Dramatyczny upadek Pinturaulta: kariera na rozdrożu po kontuzji
Alexis Pinturault doznaje poważnego upadku podczas zawodów Super-G w Kitzbühel. Koniec sezonu, powrót i skupienie się na igrzyskach olimpijskich.
Dramatyczny upadek Pinturaulta: kariera na rozdrożu po kontuzji
24 stycznia 2025 roku nadzieje Alexisa Pinturaulta rozwiały się po dramatycznym wypadku w supergigancie na niesławnym Streif w Kitzbühel. 32-letnia francuska gwiazda narciarstwa, uważana za jednego z odnoszących największe sukcesy zawodników Pucharu Świata w narciarstwie mężczyzn, doznała złamania płaskowyżu piszczelowego wewnętrznego w prawym kolanie i uszkodzenia łąkotki. Wiadomość o jego kontuzji była druzgocąca, ponieważ oznaczała wcześniejsze zakończenie sezonu – ogłosiła Francuska Federacja Narciarska. Musiał nawet zostać przewieziony helikopterem do szpitala w Interlaken na dalsze badania. Nieco później stało się jasne, że Pinturault będzie musiał zrobić sobie przerwę nie tylko na resztę sezonu, ale także na mistrzostwa świata.

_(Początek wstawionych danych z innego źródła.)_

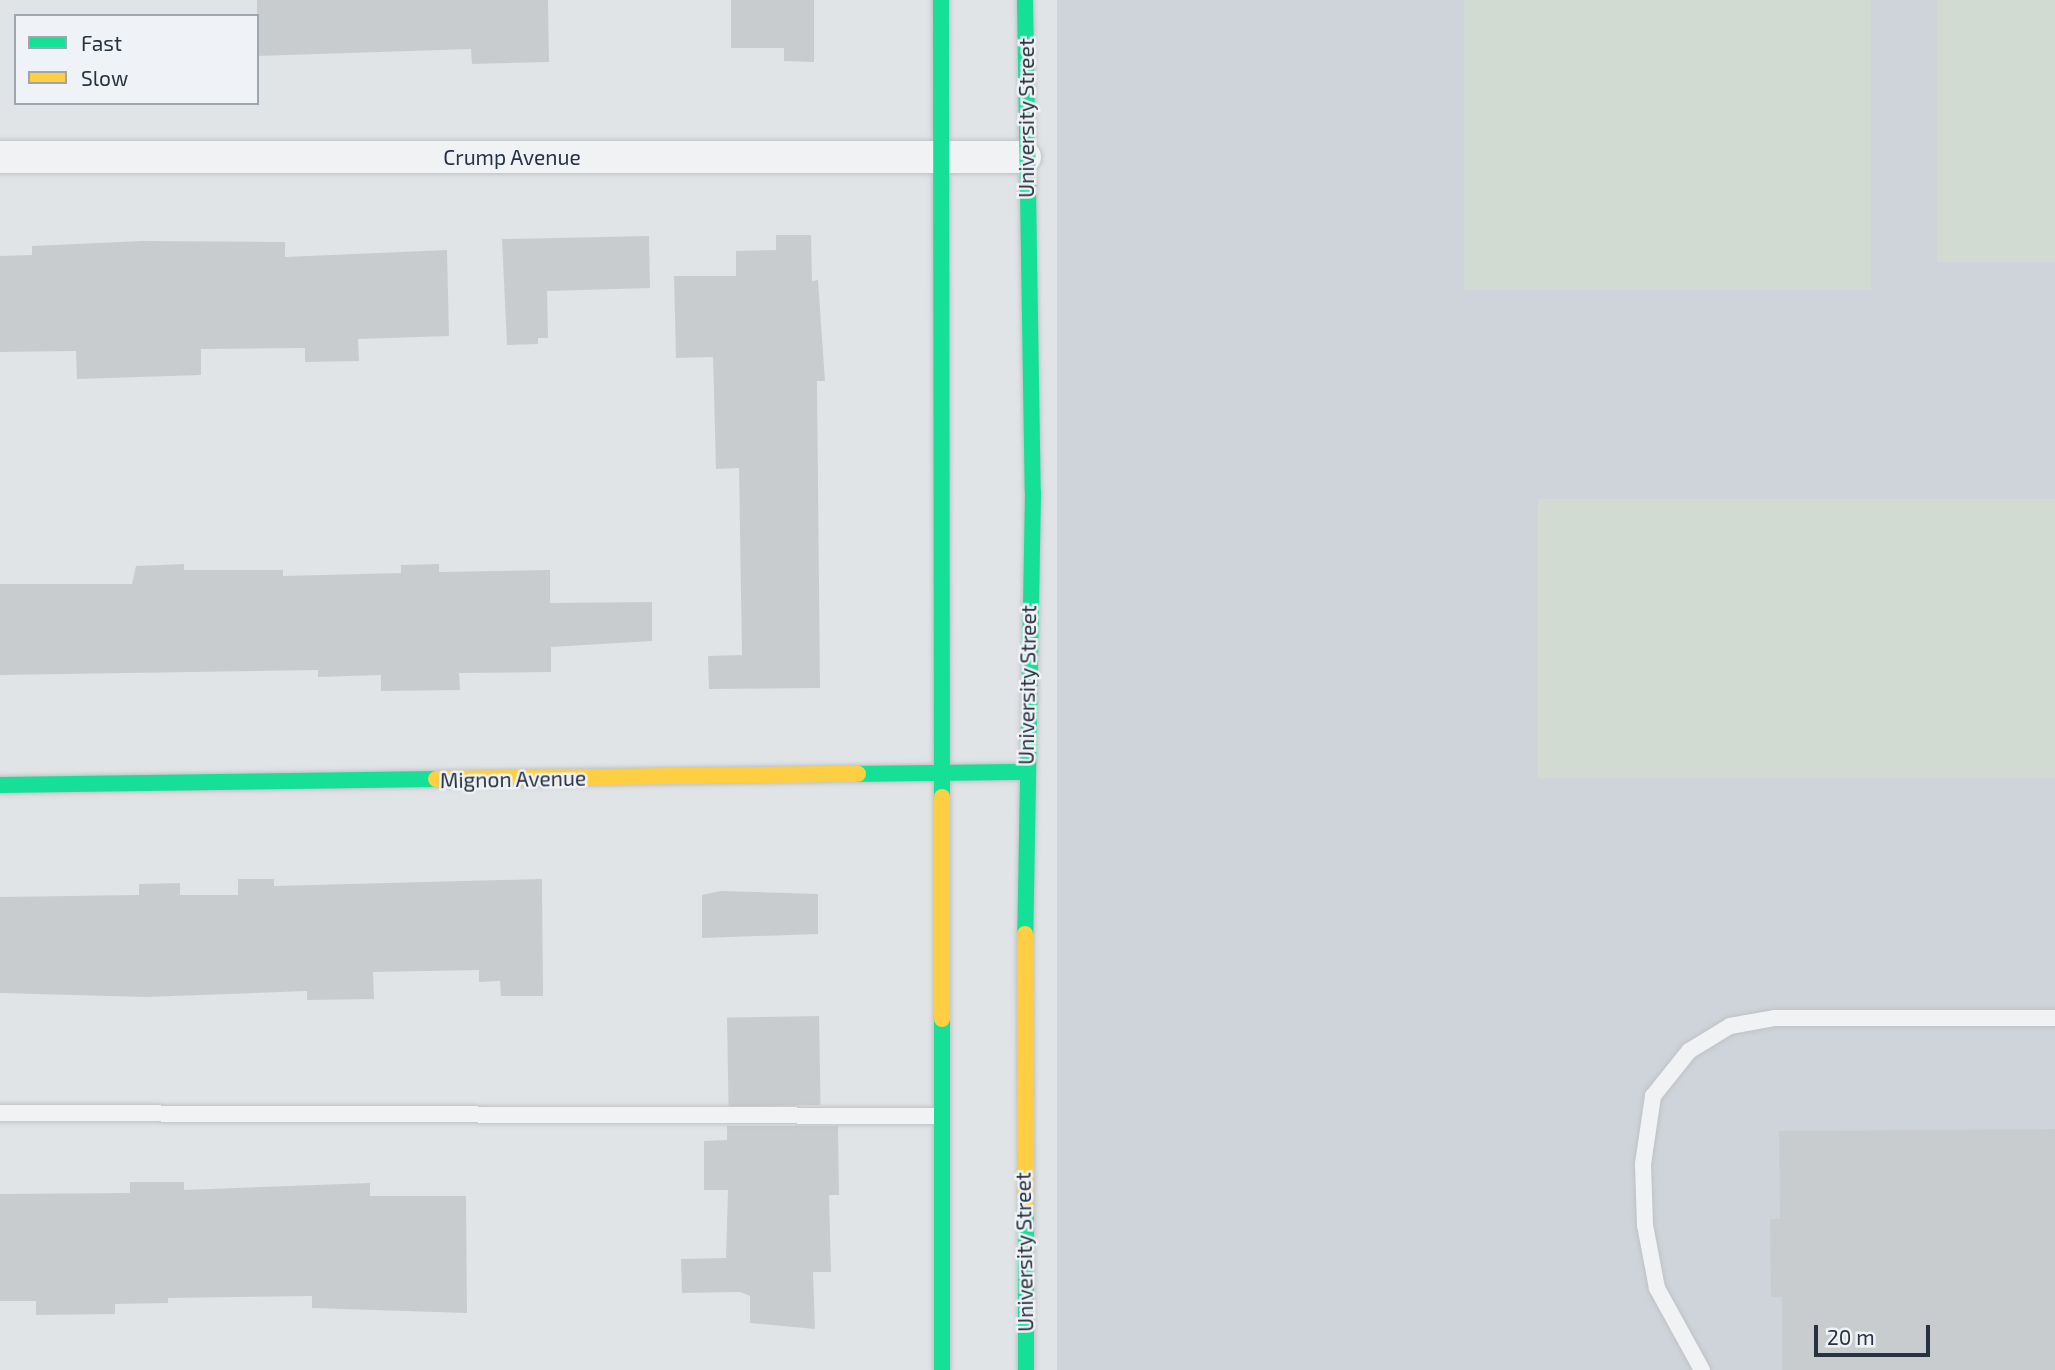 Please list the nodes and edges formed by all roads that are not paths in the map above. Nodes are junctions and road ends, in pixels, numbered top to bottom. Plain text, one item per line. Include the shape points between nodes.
1 (941, 0) edge
2 (1026, 0) edge
3 (0, 157) edge
4 (941, 157) junction
5 (1025, 157) junction
6 (1025, 772) junction
7 (941, 774) junction
8 (0, 785) edge
9 (2055, 1018) edge
10 (0, 1113) edge
11 (939, 1116) junction
12 (942, 1370) edge
13 (1026, 1370) edge
14 (1702, 1370) edge

1 - 4 main road
2 - 5 main road, University Street
3 - 4 street, Crump Avenue
4 - 5 street, Crump Avenue
4 - 7 main road
5 - 6 main road, University Street via 1032,492
6 - 7 main road, Mignon Avenue
6 - 13 main road, University Street
7 - 8 main road, Mignon Avenue
7 - 11 main road
9 - 14 lane via 1775,1018 1730,1026 1689,1051 1653,1096 1643,1164 1644,1225 1657,1288
10 - 11 lane
11 - 12 main road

Po tym, jak Pinturault doznał zerwania więzadła krzyżowego w okresie przygotowawczym i powrócił w grudniu, ponownie pojawiają się pytania dotyczące jego powrotu. Zapewniał jednak stanowczo, że chce kontynuować karierę: „Tak, kontynuuję” – wyjaśnił w „Sport & Talk” w ServusTV. „Celem jest dla mnie powrót na narty w przyszłym roku”. W swoim poście na Instagramie podkreślił: „Od cienia do światła, jeszcze raz… bo chcę dopisać ostatnie strony tej książki do końca”. Igrzyska Olimpijskie we Włoszech są dla niego wielkim celem, choć istnieje duża szansa, że przyszły sezon może być jego ostatnim w roli aktywnego kierowcy wyścigowego.

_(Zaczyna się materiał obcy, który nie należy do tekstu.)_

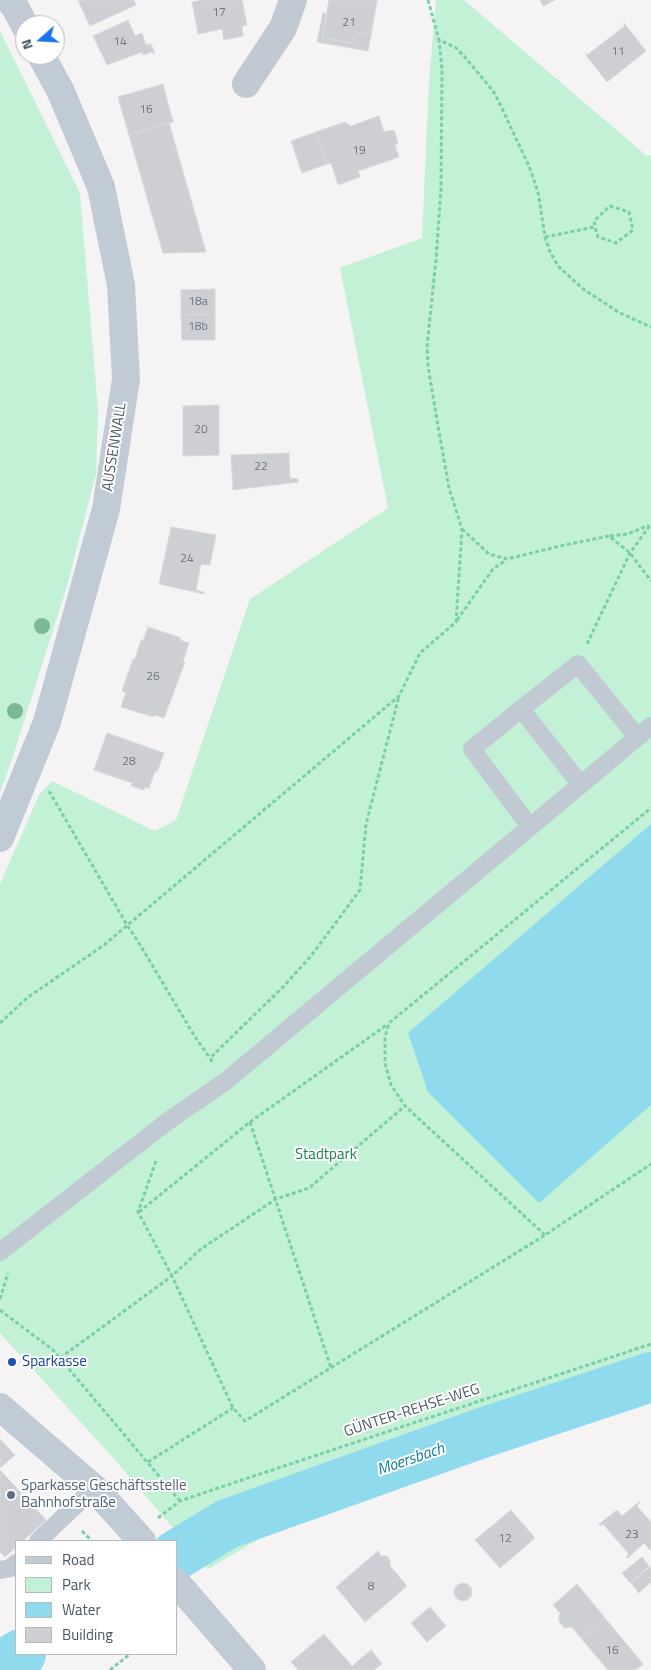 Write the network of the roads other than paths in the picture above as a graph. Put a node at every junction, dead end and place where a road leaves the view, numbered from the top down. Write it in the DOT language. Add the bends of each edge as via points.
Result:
graph roads {
  1 [pos="9,0"];
  2 [pos="293,0"];
  3 [pos="19,15"];
  4 [pos="46,65"];
  5 [pos="246,84"];
  6 [pos="521,709"];
  7 [pos="645,731"];
  8 [pos="581,785"];
  9 [pos="530,827"];
  10 [pos="0,838"];
  11 [pos="0,1252"];
  12 [pos="0,1407"];
  13 [pos="94,1488"];
  14 [pos="144,1532"];
  15 [pos="39,1540"];
  16 [pos="15,1564"];
  17 [pos="0,1570"];
  18 [pos="178,1585"];
  19 [pos="252,1670"];
  1 -- 3 [label="street"];
  2 -- 5 [label="street" via="283,28"];
  4 -- 10 [label="street, AUSSENWALL" via="101,187 121,285 126,379 106,509 47,722"];
  6 -- 7 [label="lane" via="578,664 634,733"];
  6 -- 8 [label="lane"];
  6 -- 9 [label="lane" via="472,749"];
  7 -- 8 [label="lane"];
  8 -- 9 [label="lane"];
  9 -- 11 [label="lane" via="226,1081 168,1121"];
  12 -- 13 [label="street"];
  13 -- 14 [label="street"];
  13 -- 15 [label="lane"];
  16 -- 17 [label="lane"];
  18 -- 19 [label="street"];
}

Skoncentruj się na slalomie gigancie
Ze względu na kontuzje Pinturault zmienił plany i chce skupić się na slalomie gigancie, a nie na dyscyplinach szybkościowych, na których pierwotnie chciał się skupiać. „Muszę skorzystać z okazji i skupić się na jednej dyscyplinie” – powiedział, dodając, że nie jest pewne, w jakich dyscyplinach będzie mógł startować w przyszłości. „Nie jestem już w czołowej trzydziestce supergigantu” – przyznał. Pinturault pozostaje jednak optymistą i ma nadzieję osiągnąć coś niezwykłego przyszłej zimy – być może nawet na zbliżających się igrzyskach olimpijskich, co będzie kolejną szansą na realizację jego marzenia o sportowej super godzinie.

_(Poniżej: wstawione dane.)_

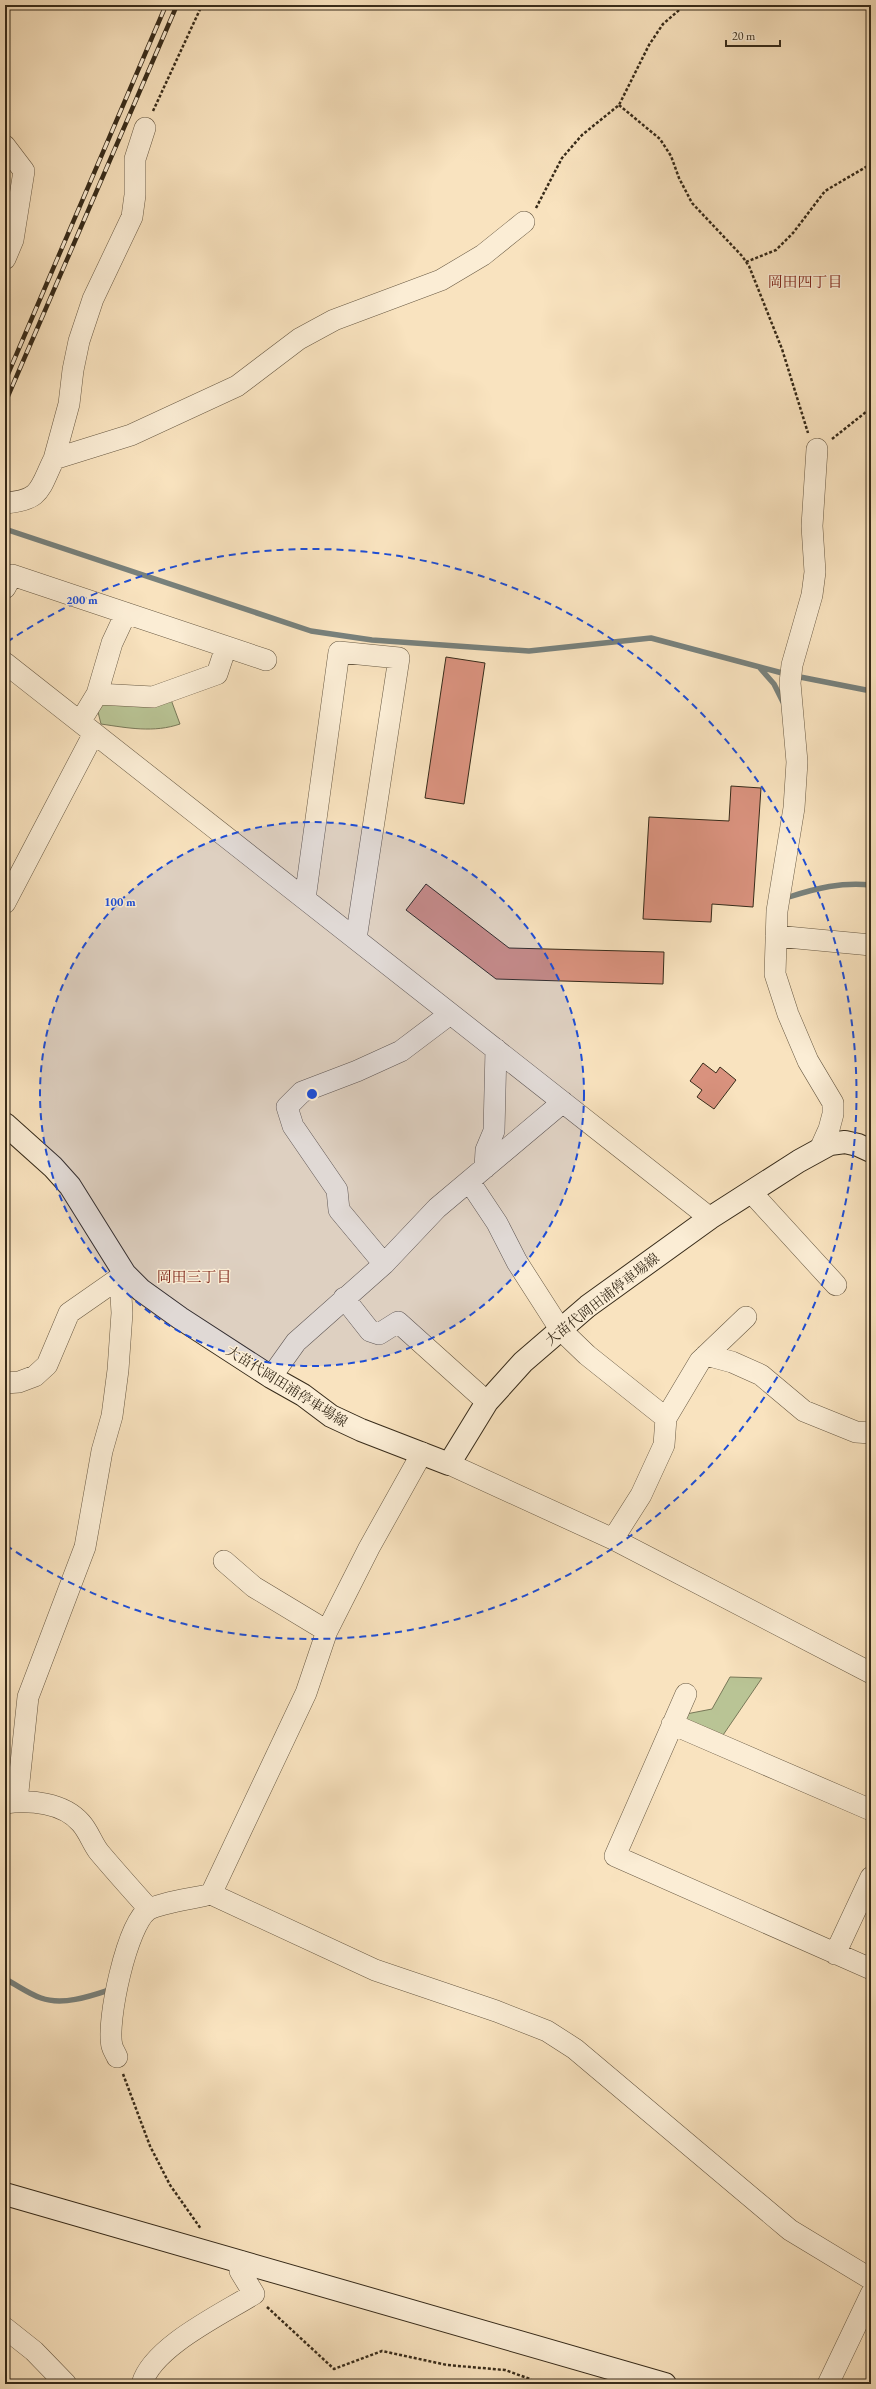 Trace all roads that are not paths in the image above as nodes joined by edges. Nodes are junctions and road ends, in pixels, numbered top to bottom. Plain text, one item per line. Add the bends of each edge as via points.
1 (145, 128) road end
2 (5, 146) edge
3 (524, 222) road end
4 (5, 259) edge
5 (817, 449) road end
6 (54, 459) junction
7 (5, 503) edge
8 (5, 588) edge
9 (126, 614) junction
10 (226, 647) junction
11 (266, 660) dead end
12 (5, 663) edge
13 (98, 694) junction
14 (87, 728) junction
15 (305, 899) junction
16 (5, 903) edge
17 (776, 936) junction
18 (356, 940) junction
19 (871, 945) edge
20 (450, 1014) junction
21 (496, 1049) junction
22 (563, 1102) junction
23 (5, 1124) edge
24 (820, 1149) junction
25 (871, 1151) edge
26 (485, 1168) junction
27 (469, 1181) junction
28 (751, 1192) junction
29 (710, 1218) junction
30 (384, 1264) junction
31 (122, 1277) junction
32 (836, 1285) dead end
33 (344, 1298) junction
34 (746, 1317) dead end
35 (560, 1329) junction
36 (706, 1355) junction
37 (271, 1377) junction
38 (5, 1383) edge
39 (487, 1402) junction
40 (666, 1418) junction
41 (871, 1433) edge
42 (422, 1454) junction
43 (449, 1464) junction
44 (613, 1539) junction
45 (224, 1561) dead end
46 (327, 1632) junction
47 (871, 1673) edge
48 (686, 1694) dead end
49 (672, 1724) junction
50 (11, 1802) edge
51 (871, 1810) edge
52 (871, 1877) edge
53 (211, 1894) junction
54 (149, 1909) junction
55 (835, 1954) junction
56 (871, 1969) edge
57 (117, 2057) road end
58 (5, 2194) edge
59 (242, 2262) junction
60 (871, 2279) edge
61 (871, 2294) edge
62 (5, 2328) edge
63 (66, 2384) edge
64 (142, 2384) edge
65 (665, 2384) edge
66 (828, 2384) edge

1 - 6 street via 135,159 132,217 90,306 79,341 69,404
2 - 4 street via 24,171 13,240
3 - 6 street via 483,255 441,280 334,320 299,339 237,386 131,435
5 - 17 street via 812,526 815,572 812,595 792,665 790,683 797,762 794,808 777,911
6 - 7 street via 36,494 24,501
8 - 9 street via 12,575
9 - 10 street
9 - 13 street via 112,643
10 - 11 street
10 - 13 street via 217,674 153,697
12 - 14 street
13 - 14 street
14 - 15 street
14 - 16 street
15 - 18 street
15 - 18 street via 339,652 399,658
17 - 19 street
17 - 24 street via 775,974 788,1014 808,1061 833,1103 831,1121
18 - 20 street
20 - 21 street
20 - 30 street via 401,1051 302,1092 287,1108 293,1126 338,1190 339,1210
21 - 22 street
21 - 26 street via 494,1131 486,1150
22 - 26 street
22 - 29 street
23 - 31 main road, 大苗代岡田浦停車場線 via 53,1167 70,1186
24 - 25 main road, 大苗代岡田浦停車場線 via 830,1144 845,1142
24 - 28 main road, 大苗代岡田浦停車場線
26 - 27 street
27 - 30 street via 437,1208
27 - 35 street
28 - 29 main road, 大苗代岡田浦停車場線
28 - 32 street
29 - 35 main road, 大苗代岡田浦停車場線
30 - 33 street
31 - 37 main road, 大苗代岡田浦停車場線
31 - 38 street via 69,1313 47,1365 35,1376 19,1382
31 - 50 street via 121,1320 112,1416 102,1451 85,1547 28,1697
33 - 37 street via 296,1342
33 - 39 street via 370,1331 379,1334 398,1322
34 - 36 street
35 - 39 main road, 大苗代岡田浦停車場線 via 523,1362
35 - 40 street via 587,1355
36 - 40 street
36 - 41 street via 732,1362 761,1375 804,1411 856,1432
37 - 42 main road, 大苗代岡田浦停車場線 via 303,1395 330,1416
39 - 43 main road, 大苗代岡田浦停車場線
40 - 44 street via 664,1445 641,1495
42 - 43 main road, 大苗代岡田浦停車場線
42 - 46 street via 369,1548
43 - 44 street
44 - 47 street
45 - 46 street via 254,1587
46 - 53 street via 306,1693
48 - 49 street
49 - 51 street
49 - 55 street via 615,1856
50 - 54 street via 51,1805 70,1813 82,1823 98,1850
52 - 55 street
53 - 54 street
53 - 60 street via 375,1970 547,2031 575,2048 790,2230
54 - 57 street via 141,1917 129,1943 113,2004 112,2046
55 - 56 street
58 - 59 main road
59 - 64 street via 240,2271 254,2294 182,2339 157,2360 144,2377
59 - 65 main road
61 - 66 street
62 - 63 street via 34,2351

Nawiasem mówiąc, Pinturault nie jest jedyną ofiarą obecnego weekendu wyścigowego; 26-letni Szwajcar Marco Kohler również upadł podczas wyścigów w Lauberhorn i doznał poważnych obrażeń. Presja i niebezpieczeństwa związane z wyścigami narciarskimi są zatem oczywiste, ponieważ sportowcy dają z siebie wszystko, aby pozostać na szczycie.
Laola1 poinformował o swojej zdeterminowanej walce I Radiocentral poinformował o kontuzjach i wpływie na jego karierę.